There are a couple of different issues we've come across which would be helped by this, such as:
RSS feed/news ticker-type text on a page displaying content from an external source
users entering contact phone etc. details who want them visible on the site but would rather they not be google-able
I'm aware that both of the above can be addressed via other techniques (such as writing the content with JavaScript), but am wondering if anyone knows if there's a cleaner option already available from Google?
I've been doing some digging on this and came across mentions of googleon and googleoff tags, but these seem to be exclusive to Google Search Appliances.
Does anyone know if there's a similar set of tags to which Googlebot will adhere?
Edit: Just to clarify, I don't want to go down the dangerous route of cloaking/serving up different content to Google, which is why I'm looking to see if there's a "legit" way of achieving what I'd like to do here.
What you're asking for, can't really be done, Google either takes the entire page, or none of it.

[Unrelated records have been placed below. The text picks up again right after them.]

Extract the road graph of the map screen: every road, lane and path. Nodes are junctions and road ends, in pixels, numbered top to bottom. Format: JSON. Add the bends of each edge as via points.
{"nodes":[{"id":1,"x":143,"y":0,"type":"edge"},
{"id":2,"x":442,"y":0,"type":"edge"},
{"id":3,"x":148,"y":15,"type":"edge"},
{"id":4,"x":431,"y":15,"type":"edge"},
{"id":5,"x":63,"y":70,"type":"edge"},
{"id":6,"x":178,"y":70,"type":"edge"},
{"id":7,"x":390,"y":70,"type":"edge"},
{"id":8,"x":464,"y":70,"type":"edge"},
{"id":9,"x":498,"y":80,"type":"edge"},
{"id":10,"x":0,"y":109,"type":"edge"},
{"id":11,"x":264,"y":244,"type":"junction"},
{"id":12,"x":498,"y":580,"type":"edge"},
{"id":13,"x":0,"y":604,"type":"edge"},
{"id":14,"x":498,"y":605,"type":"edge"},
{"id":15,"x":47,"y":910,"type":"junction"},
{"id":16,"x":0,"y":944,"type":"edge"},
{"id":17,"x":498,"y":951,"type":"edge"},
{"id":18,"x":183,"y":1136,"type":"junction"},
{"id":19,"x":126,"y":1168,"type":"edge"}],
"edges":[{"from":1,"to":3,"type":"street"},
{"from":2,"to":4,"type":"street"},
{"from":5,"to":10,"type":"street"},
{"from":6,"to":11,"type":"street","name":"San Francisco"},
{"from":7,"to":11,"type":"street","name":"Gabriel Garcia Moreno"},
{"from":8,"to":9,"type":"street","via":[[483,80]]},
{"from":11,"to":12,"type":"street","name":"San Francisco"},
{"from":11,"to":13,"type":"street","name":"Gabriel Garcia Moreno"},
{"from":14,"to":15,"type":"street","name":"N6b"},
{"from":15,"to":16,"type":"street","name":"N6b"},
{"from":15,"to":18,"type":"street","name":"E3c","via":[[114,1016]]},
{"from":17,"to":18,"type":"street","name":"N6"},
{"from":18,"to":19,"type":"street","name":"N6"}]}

You could do some sneaky tricks though like insert the part of the page you don't want indexed in an iFrame and use robots.txt to ask Google not to index that iFrame.
In short NO - unless you use cloaking with is discouraged by Google.
Please check out the official documentation from here
http://code.google.com/apis/searchappliance/documentation/46/admin_crawl/Preparing.html
Go to section "Excluding Unwanted Text from the Index"
<!--googleoff: index-->
here will be skipped
<!--googleon: index-->
Found useful resource for using certain duplicate content and not to allow index by search engine for such content.
<p>This is normal (X)HTML content that will be indexed by Google.</p>
<!--googleoff: index-->
<p>This (X)HTML content will NOT be indexed by Google.</p>
<!--googleon: index>
At your server detect the search bot by IP using PHP or ASP. Then feed the IP addresses that fall into that list a version of the page you wish to be indexed. In that search engine friendly version of your page use the canonical link tag to specify to the search engine the page version that you do not want to be indexed.
This way the page with the content that do want to be index will be indexed by address only while the only the content you wish to be indexed will be indexed. This method will not get you blocked by the search engines and is completely safe.
Yes definitely you can stop Google from indexing some parts of your website by creating custom robots.txt and write which portions you don't want to index like wpadmins, or a particular post or page so you can do that easily by creating this robots.txt file .before creating check your site robots.txt for example www.yoursite.com/robots.txt.
All search engines either index or ignore the entire page. The only possible way to implement what you want is to:
(a) have two different versions of the same page
(b) detect the browser used
(c) If it's a search engine, serve the second version of your page.
This link might prove helpful.
There are meta-tags for bots, and there's also the robots.txt, with which you can restrict access to certain directories.